The researchers measured the degradation of platinum electrodes in electrolytes containing different cations, which are atoms with positive charges, from the same group of the periodic table (lithium, sodium, potassium, and cesium). Their results revealed that the cation identity affected platinum degradation: larger cations suppressed platinum dissolution compared with that in systems with smaller cations.

"We monitored platinum dissolution in real time," says lead author Haesol Kim. "Our results revealed that platinum leaching decreased as the atomic number (and size) of the cation increased. That is, electrode degradation is influenced by a cation effect."

Intrigued by this effect, the researchers conducted further experiments and computer simulations to identify the origin of this behavior.

"Our computational simulations indicated that the hydroxide ions near the platinum electrode strongly affected platinum leaching," explains senior author Chang Hyuck Choi. "Hydroxide ions promoted the diffusion of platinum ions into the bulk electrolyte by weakening the force for platinum redeposition on the electrode surface."

The negatively charged hydroxide ions acted as a shield around the positively charged platinum ions, helping them to move away from the electrode surface. But how did this relate to the cation effect?

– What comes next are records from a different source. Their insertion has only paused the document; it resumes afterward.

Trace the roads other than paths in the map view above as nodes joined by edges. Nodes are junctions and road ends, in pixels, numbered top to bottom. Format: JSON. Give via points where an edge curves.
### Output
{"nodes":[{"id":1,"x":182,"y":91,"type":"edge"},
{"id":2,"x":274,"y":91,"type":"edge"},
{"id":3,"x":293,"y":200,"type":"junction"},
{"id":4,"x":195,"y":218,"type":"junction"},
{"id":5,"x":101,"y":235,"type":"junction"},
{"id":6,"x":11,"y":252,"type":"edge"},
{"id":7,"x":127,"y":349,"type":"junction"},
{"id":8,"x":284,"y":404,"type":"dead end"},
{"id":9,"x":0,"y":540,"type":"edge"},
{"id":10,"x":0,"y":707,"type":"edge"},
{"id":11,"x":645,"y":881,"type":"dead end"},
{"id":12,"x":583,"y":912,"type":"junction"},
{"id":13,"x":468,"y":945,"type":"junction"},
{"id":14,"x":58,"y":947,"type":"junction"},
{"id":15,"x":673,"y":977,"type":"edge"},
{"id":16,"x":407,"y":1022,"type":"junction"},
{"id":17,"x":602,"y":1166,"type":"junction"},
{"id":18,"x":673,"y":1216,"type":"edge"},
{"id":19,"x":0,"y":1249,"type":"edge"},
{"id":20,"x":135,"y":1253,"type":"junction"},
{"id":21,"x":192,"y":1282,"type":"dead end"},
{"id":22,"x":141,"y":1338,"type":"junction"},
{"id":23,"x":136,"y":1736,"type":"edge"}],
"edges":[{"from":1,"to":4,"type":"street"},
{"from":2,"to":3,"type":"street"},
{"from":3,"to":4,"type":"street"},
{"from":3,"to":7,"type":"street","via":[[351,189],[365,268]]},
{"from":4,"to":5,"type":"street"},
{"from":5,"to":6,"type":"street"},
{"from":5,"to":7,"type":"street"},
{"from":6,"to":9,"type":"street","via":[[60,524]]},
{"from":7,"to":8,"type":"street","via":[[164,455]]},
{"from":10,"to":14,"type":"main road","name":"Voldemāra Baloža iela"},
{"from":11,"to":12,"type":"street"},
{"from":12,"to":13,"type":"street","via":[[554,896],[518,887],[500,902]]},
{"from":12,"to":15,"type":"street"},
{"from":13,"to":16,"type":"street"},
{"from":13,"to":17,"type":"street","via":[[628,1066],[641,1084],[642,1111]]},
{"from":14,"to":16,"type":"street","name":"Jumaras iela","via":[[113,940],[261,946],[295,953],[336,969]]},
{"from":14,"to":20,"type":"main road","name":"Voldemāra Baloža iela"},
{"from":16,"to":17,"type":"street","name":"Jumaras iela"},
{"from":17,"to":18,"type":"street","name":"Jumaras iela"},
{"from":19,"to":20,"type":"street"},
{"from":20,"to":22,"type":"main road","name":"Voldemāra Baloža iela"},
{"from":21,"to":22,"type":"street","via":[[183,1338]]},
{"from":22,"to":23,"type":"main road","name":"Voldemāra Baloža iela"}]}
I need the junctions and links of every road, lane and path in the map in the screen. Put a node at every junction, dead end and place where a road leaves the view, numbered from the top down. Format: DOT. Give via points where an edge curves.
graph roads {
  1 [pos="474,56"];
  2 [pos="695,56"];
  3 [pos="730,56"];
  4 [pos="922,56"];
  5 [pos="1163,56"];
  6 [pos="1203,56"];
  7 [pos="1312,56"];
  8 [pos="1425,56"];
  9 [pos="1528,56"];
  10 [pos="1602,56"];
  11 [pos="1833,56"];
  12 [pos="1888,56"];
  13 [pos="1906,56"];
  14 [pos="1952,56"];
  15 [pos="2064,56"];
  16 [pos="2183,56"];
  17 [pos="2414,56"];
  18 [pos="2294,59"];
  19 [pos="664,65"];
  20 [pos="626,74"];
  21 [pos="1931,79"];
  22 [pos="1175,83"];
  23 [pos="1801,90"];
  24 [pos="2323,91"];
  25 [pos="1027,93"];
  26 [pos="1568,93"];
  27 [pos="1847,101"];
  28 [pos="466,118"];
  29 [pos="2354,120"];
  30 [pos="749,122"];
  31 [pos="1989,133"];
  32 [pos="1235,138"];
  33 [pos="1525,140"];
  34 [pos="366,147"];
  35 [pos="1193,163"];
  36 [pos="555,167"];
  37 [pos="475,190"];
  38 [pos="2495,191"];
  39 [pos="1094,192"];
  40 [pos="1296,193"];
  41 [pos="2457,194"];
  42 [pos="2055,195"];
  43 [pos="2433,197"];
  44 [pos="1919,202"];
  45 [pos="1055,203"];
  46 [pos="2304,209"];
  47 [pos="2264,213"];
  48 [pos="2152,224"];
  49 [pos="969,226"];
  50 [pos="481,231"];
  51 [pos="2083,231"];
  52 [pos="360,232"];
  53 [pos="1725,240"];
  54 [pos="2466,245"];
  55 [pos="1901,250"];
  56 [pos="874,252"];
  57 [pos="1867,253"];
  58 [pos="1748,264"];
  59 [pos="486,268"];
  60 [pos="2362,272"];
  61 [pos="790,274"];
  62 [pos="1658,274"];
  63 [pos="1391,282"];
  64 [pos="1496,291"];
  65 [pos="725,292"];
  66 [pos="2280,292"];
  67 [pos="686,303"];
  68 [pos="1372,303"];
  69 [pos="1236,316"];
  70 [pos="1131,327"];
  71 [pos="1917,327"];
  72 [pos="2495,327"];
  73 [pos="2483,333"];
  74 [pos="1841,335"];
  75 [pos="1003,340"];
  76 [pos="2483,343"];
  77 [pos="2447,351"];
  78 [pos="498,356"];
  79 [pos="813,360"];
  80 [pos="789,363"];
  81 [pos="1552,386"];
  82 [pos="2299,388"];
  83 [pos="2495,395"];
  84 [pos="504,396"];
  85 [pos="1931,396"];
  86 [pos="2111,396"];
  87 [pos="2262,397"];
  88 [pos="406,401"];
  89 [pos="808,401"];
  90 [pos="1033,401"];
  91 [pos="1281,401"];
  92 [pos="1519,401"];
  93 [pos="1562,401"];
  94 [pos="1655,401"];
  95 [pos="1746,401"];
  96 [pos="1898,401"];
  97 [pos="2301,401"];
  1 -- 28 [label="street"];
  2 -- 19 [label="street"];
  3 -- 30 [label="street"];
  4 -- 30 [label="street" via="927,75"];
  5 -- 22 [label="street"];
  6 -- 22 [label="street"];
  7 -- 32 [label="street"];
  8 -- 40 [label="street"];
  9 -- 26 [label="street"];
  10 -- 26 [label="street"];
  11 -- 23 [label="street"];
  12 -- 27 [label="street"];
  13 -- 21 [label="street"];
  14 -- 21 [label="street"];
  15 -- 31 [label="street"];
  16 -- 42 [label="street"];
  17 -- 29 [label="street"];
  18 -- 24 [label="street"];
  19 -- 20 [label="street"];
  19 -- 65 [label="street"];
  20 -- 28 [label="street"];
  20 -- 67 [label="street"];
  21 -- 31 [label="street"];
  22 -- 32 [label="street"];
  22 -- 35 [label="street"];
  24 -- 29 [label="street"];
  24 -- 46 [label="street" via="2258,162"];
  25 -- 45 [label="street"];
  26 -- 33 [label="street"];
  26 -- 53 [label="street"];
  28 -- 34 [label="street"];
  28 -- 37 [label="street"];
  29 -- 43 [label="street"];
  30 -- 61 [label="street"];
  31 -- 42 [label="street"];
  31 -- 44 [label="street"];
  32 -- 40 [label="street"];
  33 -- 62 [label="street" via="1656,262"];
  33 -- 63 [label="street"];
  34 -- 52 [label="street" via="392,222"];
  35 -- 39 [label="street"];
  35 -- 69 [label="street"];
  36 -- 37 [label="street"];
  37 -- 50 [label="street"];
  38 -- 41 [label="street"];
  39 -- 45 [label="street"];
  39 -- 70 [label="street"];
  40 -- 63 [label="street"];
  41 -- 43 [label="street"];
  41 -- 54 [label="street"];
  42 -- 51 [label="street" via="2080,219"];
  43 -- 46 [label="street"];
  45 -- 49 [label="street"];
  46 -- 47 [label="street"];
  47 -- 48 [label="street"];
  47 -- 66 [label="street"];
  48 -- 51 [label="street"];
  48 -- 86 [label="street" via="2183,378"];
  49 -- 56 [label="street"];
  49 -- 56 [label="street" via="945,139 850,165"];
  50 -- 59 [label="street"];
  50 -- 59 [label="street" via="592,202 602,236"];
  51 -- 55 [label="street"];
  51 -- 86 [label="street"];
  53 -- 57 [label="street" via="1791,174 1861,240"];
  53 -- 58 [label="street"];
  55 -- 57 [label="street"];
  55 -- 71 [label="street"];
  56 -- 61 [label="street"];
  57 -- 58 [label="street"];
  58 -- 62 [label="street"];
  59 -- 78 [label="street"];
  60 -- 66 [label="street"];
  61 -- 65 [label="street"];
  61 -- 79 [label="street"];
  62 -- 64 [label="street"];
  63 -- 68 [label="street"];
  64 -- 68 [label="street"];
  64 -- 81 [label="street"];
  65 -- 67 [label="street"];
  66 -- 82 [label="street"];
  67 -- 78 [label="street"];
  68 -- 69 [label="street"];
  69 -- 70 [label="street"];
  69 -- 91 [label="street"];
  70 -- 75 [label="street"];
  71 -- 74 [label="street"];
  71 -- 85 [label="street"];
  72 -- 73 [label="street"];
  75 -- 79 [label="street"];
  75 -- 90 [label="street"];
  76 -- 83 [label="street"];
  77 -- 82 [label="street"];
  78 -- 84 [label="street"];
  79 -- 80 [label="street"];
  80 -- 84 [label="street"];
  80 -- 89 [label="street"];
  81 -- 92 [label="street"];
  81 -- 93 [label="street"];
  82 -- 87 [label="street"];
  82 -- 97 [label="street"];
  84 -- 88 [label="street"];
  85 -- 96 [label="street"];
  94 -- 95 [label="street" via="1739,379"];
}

The cations in the electrolyte influenced the concentration of hydroxide ions near the platinum electrode surface. Cations with higher acidity provided a higher hydroxide ion concentration near the platinum surface than cations with lower acidity. In the investigated cation series, the smaller cations had higher acidity than the larger cations. As a result, platinum electrode degradation was accelerated in the presence of smaller cations.

The finding that electrode stability is directly affected by the type of cations in the electrolyte is an exciting finding and will give researchers an area to focus on in their quest to create the durable electrochemical devices needed to power the future.